## Work instruction
Leave the pictures aside and give back every entry below word for word.

## Extracted information
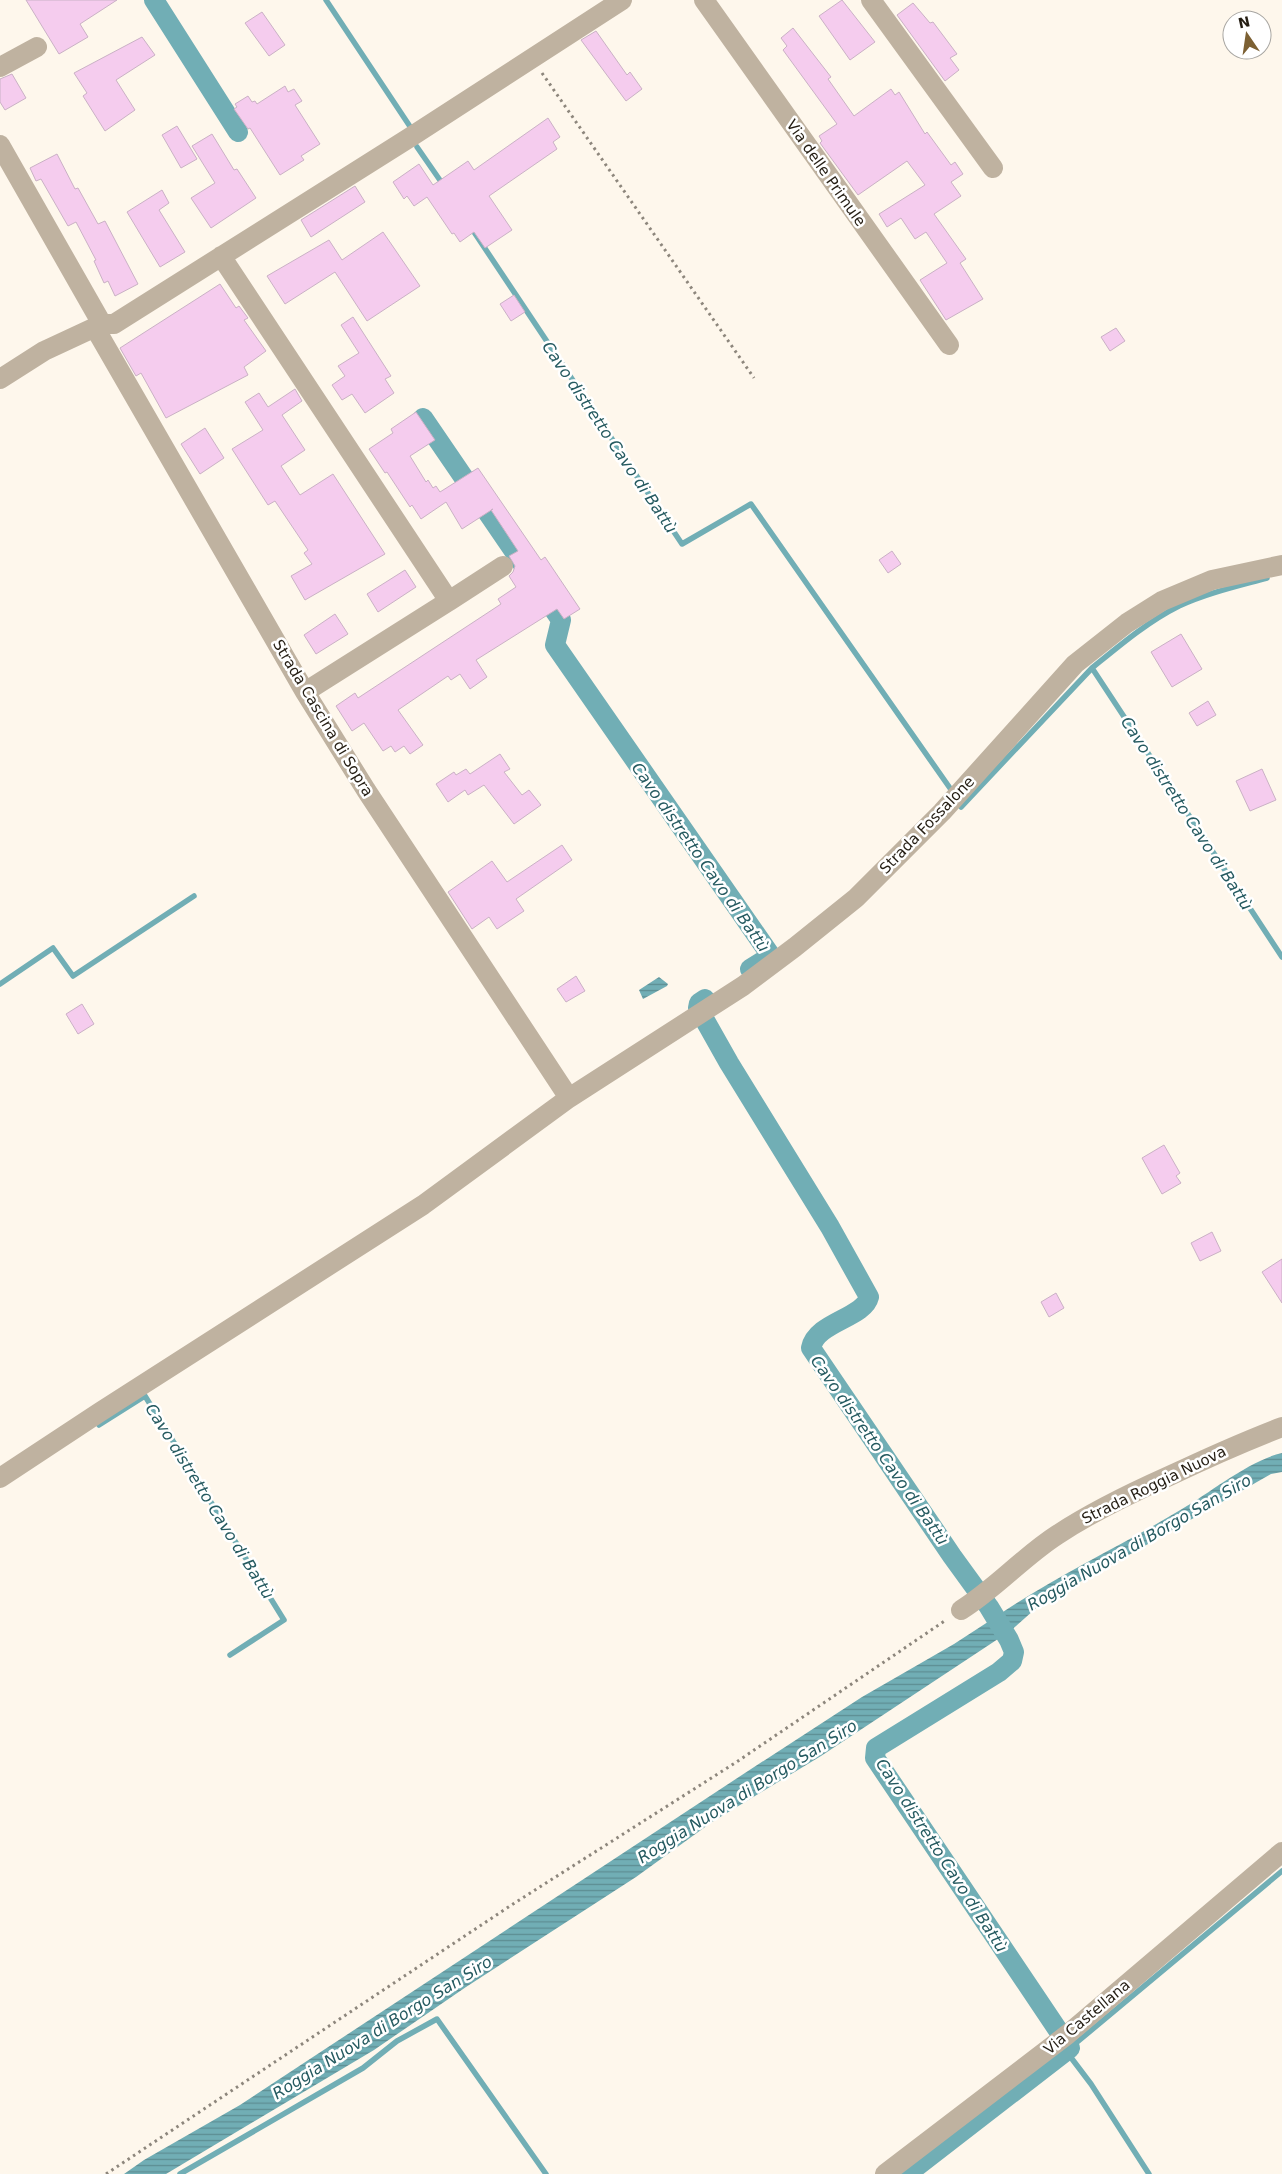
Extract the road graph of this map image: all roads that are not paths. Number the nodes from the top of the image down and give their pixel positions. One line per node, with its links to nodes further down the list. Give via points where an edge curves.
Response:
1 (622, 0): 8 (street)
2 (704, 0): 10 (street, Via delle Primule)
3 (871, 0): 7 (street)
4 (37, 47): 5 (street)
5 (0, 67)
6 (0, 145): 9 (street, Strada Cascina di Sopra)
7 (993, 168)
8 (221, 256): 9 (street, via 114,324); 14 (street)
9 (99, 326): 11 (street, via 44,351); 15 (street, Strada Cascina di Sopra)
10 (949, 345)
11 (0, 379)
12 (1282, 565): 16 (street, Strada Fossalone, via 1212,580 1162,600 1127,622 1075,664 942,812 856,898 743,986)
13 (503, 566): 14 (street)
14 (449, 601): 15 (street)
15 (305, 692): 16 (street, Strada Cascina di Sopra)
16 (569, 1098): 18 (street, Strada Fossalone, via 423,1205)
17 (1282, 1427): 19 (street, Strada Roggia Nuova, via 1238,1443 1105,1506 1056,1535)
18 (0, 1478)
19 (975, 1601)
20 (1282, 1852): 21 (street, Via Castellana, via 1062,2039)
21 (885, 2174)

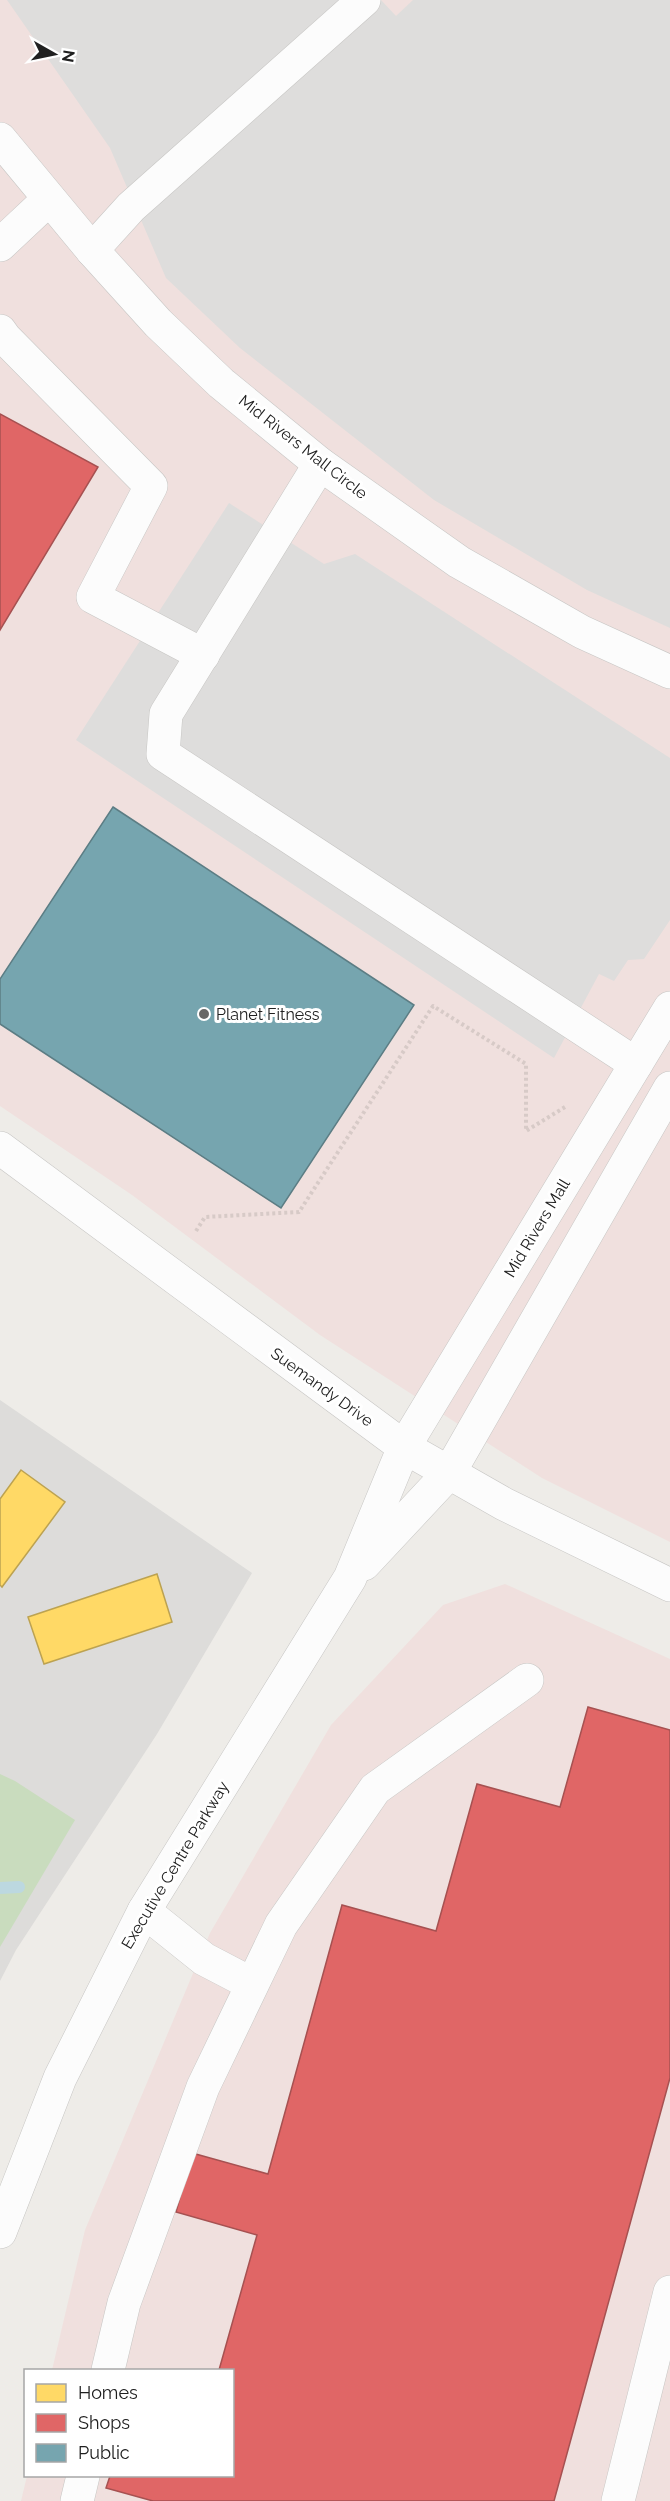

## Solution to the exercise
Extract the road graph of this map image: all roads that are not paths. Number the nodes from the top of the image down and give their pixel positions. One line per node, with its links to nodes further down the list. Give via points where an edge curves.
Response:
1 (622, 0): 8 (street)
2 (704, 0): 10 (street, Via delle Primule)
3 (871, 0): 7 (street)
4 (37, 47): 5 (street)
5 (0, 67)
6 (0, 145): 9 (street, Strada Cascina di Sopra)
7 (993, 168)
8 (221, 256): 9 (street, via 114,324); 14 (street)
9 (99, 326): 11 (street, via 44,351); 15 (street, Strada Cascina di Sopra)
10 (949, 345)
11 (0, 379)
12 (1282, 565): 16 (street, Strada Fossalone, via 1212,580 1162,600 1127,622 1075,664 942,812 856,898 743,986)
13 (503, 566): 14 (street)
14 (449, 601): 15 (street)
15 (305, 692): 16 (street, Strada Cascina di Sopra)
16 (569, 1098): 18 (street, Strada Fossalone, via 423,1205)
17 (1282, 1427): 19 (street, Strada Roggia Nuova, via 1238,1443 1105,1506 1056,1535)
18 (0, 1478)
19 (975, 1601)
20 (1282, 1852): 21 (street, Via Castellana, via 1062,2039)
21 (885, 2174)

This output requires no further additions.